A brief discussion also took place concerning the applicability or necessity of having a provision in the FOIA that would categorize certain requesters or requests as “extreme,” though it was ultimately decided the time spent identifying such requests would be too time-consuming, and the potential for agency mischief to be too high, for such an endeavor to be useful. The fees conversation stirred up quite a thread on the FOI-L listserv.

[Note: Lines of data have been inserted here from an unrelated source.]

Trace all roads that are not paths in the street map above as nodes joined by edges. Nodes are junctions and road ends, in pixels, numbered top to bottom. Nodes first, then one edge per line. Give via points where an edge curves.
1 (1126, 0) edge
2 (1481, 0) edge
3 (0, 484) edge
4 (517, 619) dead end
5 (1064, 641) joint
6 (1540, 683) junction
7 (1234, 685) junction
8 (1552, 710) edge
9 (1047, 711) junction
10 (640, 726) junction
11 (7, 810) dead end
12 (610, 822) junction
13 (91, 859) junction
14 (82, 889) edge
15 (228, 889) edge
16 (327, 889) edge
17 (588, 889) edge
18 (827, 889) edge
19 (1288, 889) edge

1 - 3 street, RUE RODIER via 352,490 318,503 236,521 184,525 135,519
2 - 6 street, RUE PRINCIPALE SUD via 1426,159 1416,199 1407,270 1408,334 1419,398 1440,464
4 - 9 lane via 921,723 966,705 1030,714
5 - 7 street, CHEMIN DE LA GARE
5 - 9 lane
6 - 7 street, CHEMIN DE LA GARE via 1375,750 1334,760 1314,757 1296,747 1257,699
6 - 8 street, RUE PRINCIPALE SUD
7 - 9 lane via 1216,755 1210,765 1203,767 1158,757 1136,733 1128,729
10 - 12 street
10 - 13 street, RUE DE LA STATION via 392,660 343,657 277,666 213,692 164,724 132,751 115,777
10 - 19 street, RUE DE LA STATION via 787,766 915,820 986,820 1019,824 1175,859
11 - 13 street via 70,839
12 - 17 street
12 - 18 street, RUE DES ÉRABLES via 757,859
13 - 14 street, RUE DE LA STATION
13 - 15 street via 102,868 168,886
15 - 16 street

The oversight and accountability subcommittee announced it has begun compiling a list of previously released reports on agencies’ compliance with the FOIA in an attempt to identify what current authorities for oversight exist, and areas where there are opportunities for additional oversight. The list is available on the National Security Archive’s website, and the subcommittee encourages members of the public to submit reports that the subcommittee might have missed, and help studying the content of the reports. The subcommittee also reiterated its suggestion of evaluating past litigation review efforts to determine if another review is necessary to cut down on litigation and increase administrative solutions to FOIA disputes.
This is a crucial step as the Department of Justice’s (DOJ) current stance on FOIA disputes appears to be a “defend everything” one. While the 1993 FOIA litigation review “of the merits of all pending and prospective FOIA litigation cases in accordance with the Department’s new FOIA policy standards” conducted by Attorney General Janet Reno led to the “complete resolution” of more than a dozen FOIA lawsuits, there has been no evidence that the Department of Justice has conducted a similar review since the beginning of the Obama administration. Additionally, despite a pledge from DOJ Office of Information Policy (OIP) director Melanie Pustay to provide the Senate Judiciary Committee a list of all FOIA cases that the DOJ has refused to defend, no such list has been presented to the public. Conducting a full litigation review would go a long way to strengthen the government’s and the Department of Justice’s commitment to FOIA.
All documents discussed during the meeting are available here. The Committee’s next meeting will be held April 21, 2015.